Un homme, dont on apprend en suite de lecture qu’il est écrivain, allongé, sur un lit : telle est la position initiale du narrateur qui se dédouble en un IL qu’il met en scène dans la rétrospection, par une succession d’analepses dénuées d’ordre chronologique, de ce qui lui revient aléatoirement, de façon décousue, des moments les plus signifiants du cours de sa vie, flamboyants au crépuscule. Il gît là immobile, plausiblement incapable de bouger, sauf peut-être pour écrire, transcrire ce que perçoit son esprit seul pouvant se mouvoir au travers de l’espace et du temps. On appréhende qu’il plane entre la vie et la mort.

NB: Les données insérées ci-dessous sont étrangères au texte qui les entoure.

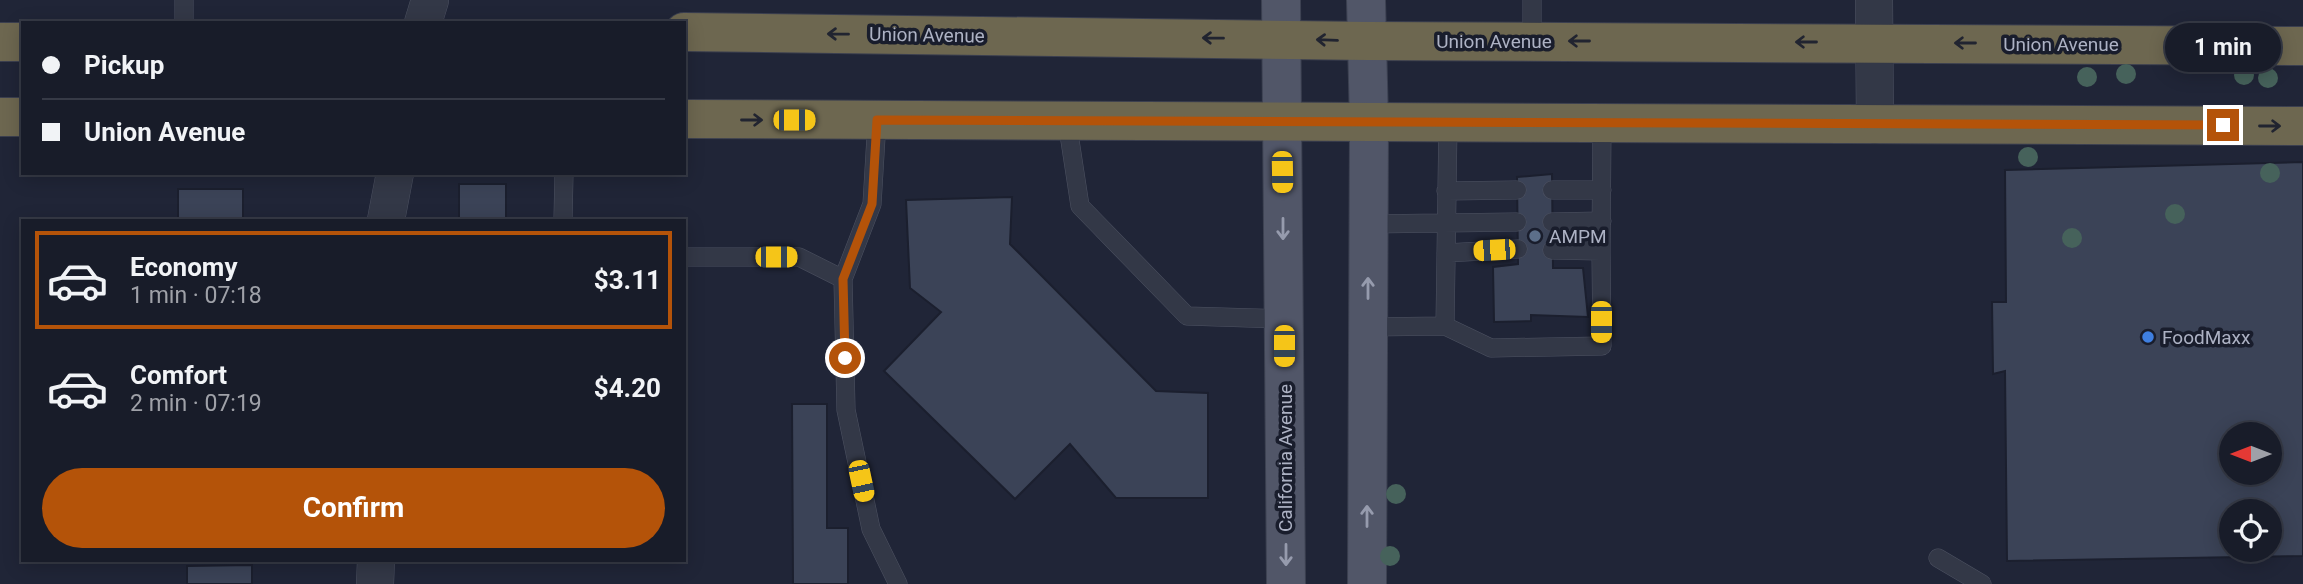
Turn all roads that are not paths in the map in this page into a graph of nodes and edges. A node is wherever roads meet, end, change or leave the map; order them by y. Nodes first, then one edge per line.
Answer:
1 (184, 0) edge
2 (430, 0) edge
3 (1281, 0) edge
4 (1366, 0) edge
5 (1532, 0) edge
6 (1874, 0) edge
7 (184, 21) edge
8 (424, 21) edge
9 (686, 32) edge
10 (1281, 39) junction
11 (1367, 41) junction
12 (1532, 41) junction
13 (0, 42) edge
14 (21, 42) edge
15 (1874, 42) junction
16 (2303, 46) edge
17 (0, 117) edge
18 (21, 117) edge
19 (686, 119) edge
20 (877, 120) junction
21 (1068, 121) junction
22 (1282, 122) junction
23 (1369, 123) junction
24 (1448, 123) junction
25 (1602, 123) junction
26 (1875, 125) junction
27 (2303, 126) edge
28 (395, 175) edge
29 (564, 175) edge
30 (1517, 190) dead end
31 (1552, 190) dead end
32 (1602, 190) junction
33 (1446, 191) junction
34 (386, 219) edge
35 (563, 219) edge
36 (1602, 221) junction
37 (1517, 222) dead end
38 (1552, 222) dead end
39 (1368, 224) junction
40 (1446, 224) junction
41 (1518, 249) dead end
42 (1552, 250) dead end
43 (1601, 251) junction
44 (1446, 253) junction
45 (686, 257) edge
46 (843, 279) junction
47 (1284, 319) junction
48 (1445, 326) junction
49 (1368, 327) junction
50 (1938, 558) dead end
51 (376, 562) edge
52 (375, 584) edge
53 (898, 584) edge
54 (1286, 584) edge
55 (1367, 584) edge
56 (1982, 584) edge

1 - 7 lane
2 - 8 street
3 - 10 main road, California Avenue
4 - 11 main road
5 - 12 lane
6 - 15 street
10 -> 9 highway, Union Avenue
11 -> 10 highway, Union Avenue
10 - 22 main road, California Avenue
11 - 12 highway, Union Avenue
11 - 23 main road
15 -> 12 highway, Union Avenue
13 - 14 highway
16 -> 15 highway, Union Avenue
15 - 26 street
17 - 18 highway
19 -> 20 highway
20 - 21 highway
20 - 46 lane
21 - 22 highway
21 - 47 lane
22 - 23 highway
22 -> 47 main road, California Avenue
23 - 24 highway
23 - 39 main road
24 - 25 highway
24 - 33 lane
25 - 26 highway
25 - 32 lane
26 -> 27 highway
28 - 34 street
29 - 35 lane
30 - 33 lane
31 - 32 lane
32 - 36 lane
33 - 40 lane
36 - 38 lane
36 - 43 lane
37 - 40 lane
39 - 40 lane
49 -> 39 main road
40 - 44 lane
41 - 44 lane
42 - 43 lane
43 - 48 lane
44 - 48 lane
45 - 46 lane
46 - 53 lane
47 -> 54 main road, California Avenue
48 - 49 lane
55 -> 49 main road
50 - 56 lane
51 - 52 street

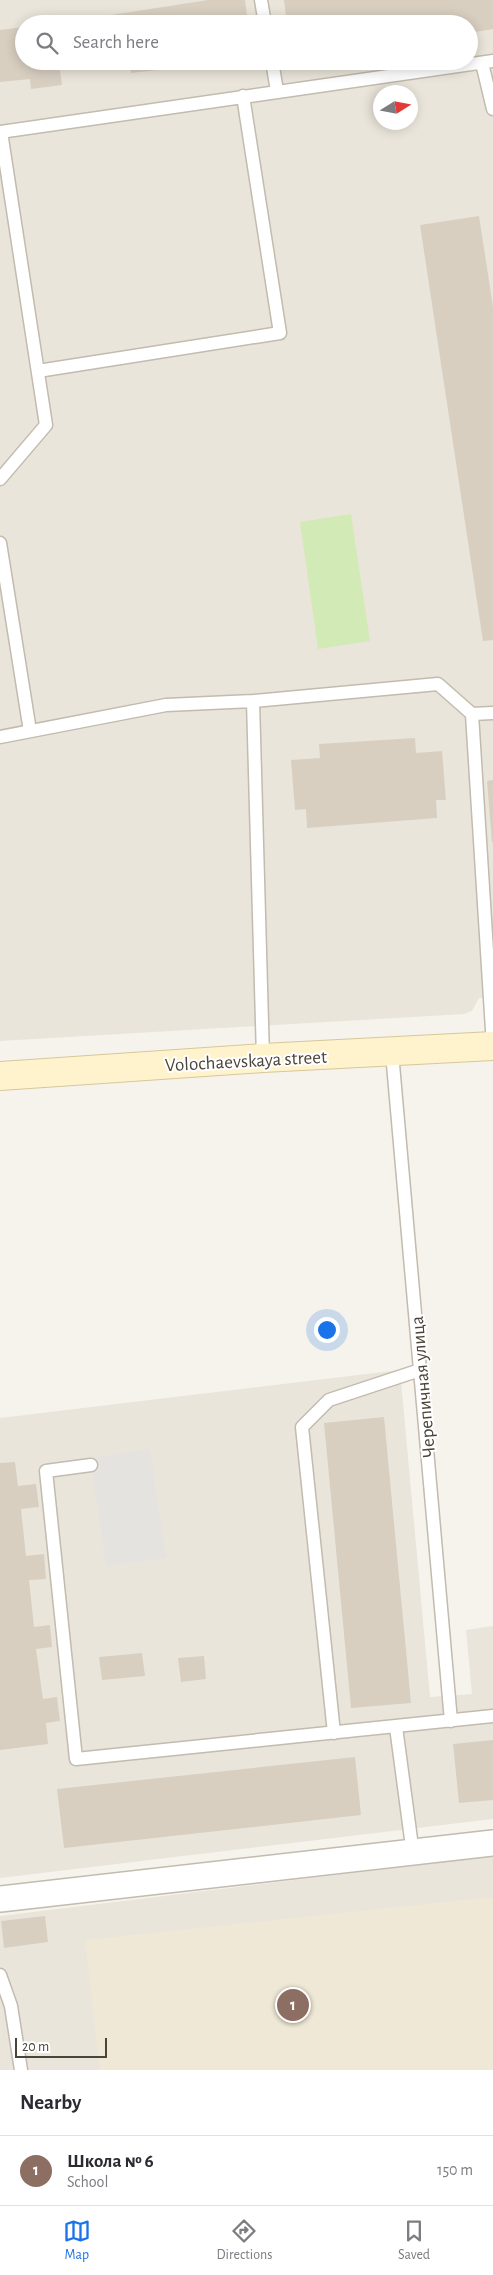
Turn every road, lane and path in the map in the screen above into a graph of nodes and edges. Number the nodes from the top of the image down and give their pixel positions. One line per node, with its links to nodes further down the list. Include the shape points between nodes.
1 (261, 0): 2 (lane)
2 (264, 15)
3 (488, 62): 8 (lane)
4 (274, 70): 6 (lane)
5 (430, 70): 6 (lane)
6 (278, 91): 7 (lane)
7 (243, 96): 9 (lane); 10 (lane, via 280,334)
8 (493, 109)
9 (0, 132): 10 (lane)
10 (38, 371): 11 (lane, via 46,424)
11 (0, 479)
12 (0, 543): 16 (lane)
13 (253, 701): 15 (lane, via 438,684); 16 (lane, via 166,705); 20 (lane)
14 (493, 713): 15 (lane)
15 (472, 714): 18 (lane)
16 (30, 731): 17 (lane)
17 (0, 737)
18 (493, 1046): 19 (street, Volochaevskaya street)
19 (392, 1053): 20 (street, Volochaevskaya street); 22 (lane, Черепичная улица)
20 (263, 1058): 21 (street, Volochaevskaya street)
21 (0, 1076)
22 (420, 1370): 25 (lane, Черепичная улица); 27 (lane, via 329,1400 302,1427)
23 (91, 1464): 27 (lane, via 46,1470 76,1759)
24 (493, 1716): 25 (lane)
25 (451, 1721): 26 (lane)
26 (396, 1727): 27 (lane); 29 (lane)
27 (334, 1733)
28 (493, 1843): 29 (street)
29 (413, 1854): 30 (street)
30 (0, 1900)
31 (0, 1975): 32 (lane, via 12,2006)
32 (21, 2070)

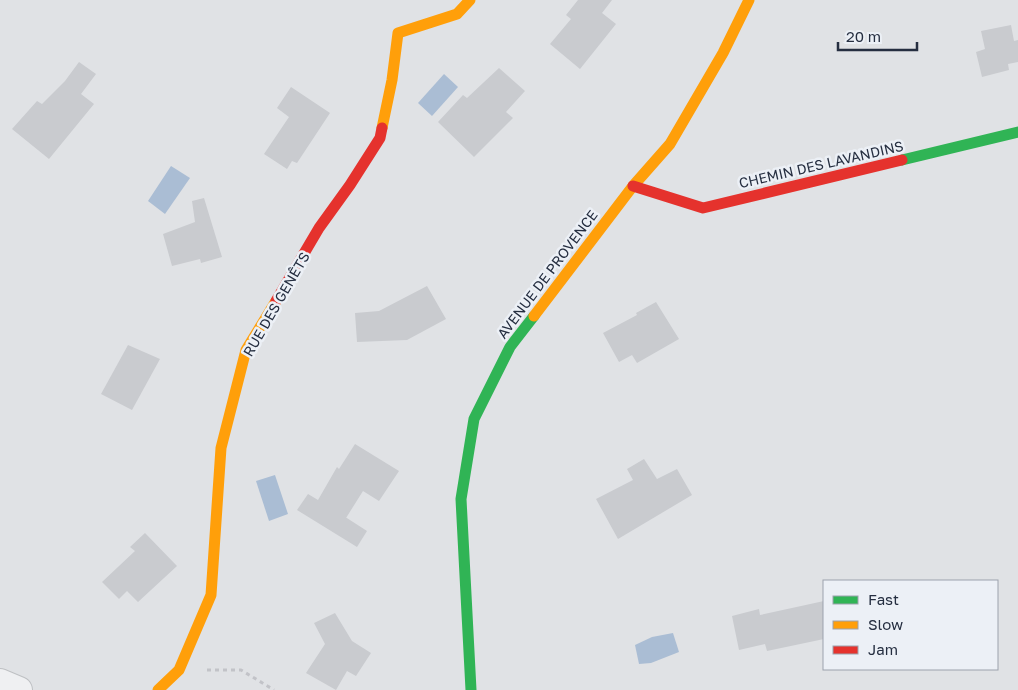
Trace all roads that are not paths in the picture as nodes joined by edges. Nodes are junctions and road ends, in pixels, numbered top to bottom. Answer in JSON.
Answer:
{"nodes":[{"id":1,"x":470,"y":0,"type":"edge"},
{"id":2,"x":749,"y":0,"type":"edge"},
{"id":3,"x":1018,"y":132,"type":"edge"},
{"id":4,"x":633,"y":186,"type":"junction"},
{"id":5,"x":0,"y":682,"type":"edge"},
{"id":6,"x":19,"y":690,"type":"edge"},
{"id":7,"x":158,"y":690,"type":"edge"},
{"id":8,"x":471,"y":690,"type":"edge"}],
"edges":[{"from":1,"to":7,"type":"street","name":"RUE DES GENÊTS"},
{"from":2,"to":4,"type":"street","name":"AVENUE DE PROVENCE"},
{"from":3,"to":4,"type":"street","name":"CHEMIN DES LAVANDINS"},
{"from":4,"to":8,"type":"street","name":"AVENUE DE PROVENCE"},
{"from":5,"to":6,"type":"street"}]}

Il ouvre les yeux et se voit coincé à mi-hauteur d’une échelle qui paraît s’agrandir dans les deux directions. En haut, un plafond démesurément étréci où pend peut-être une ampoule à atteindre. En bas, un monde d’ombres qui se chevauchent, les vagues d’une mer irréelle. Et lui, au milieu ou à peu près, un insecte à la carapace chitineuse, qui se demande, si tant est que ses antennes recroquevillées autour de son corps embrumé lui procurent une conscience a minima de son environnement, ce qu’il fait là, en suspens entre deux mondes…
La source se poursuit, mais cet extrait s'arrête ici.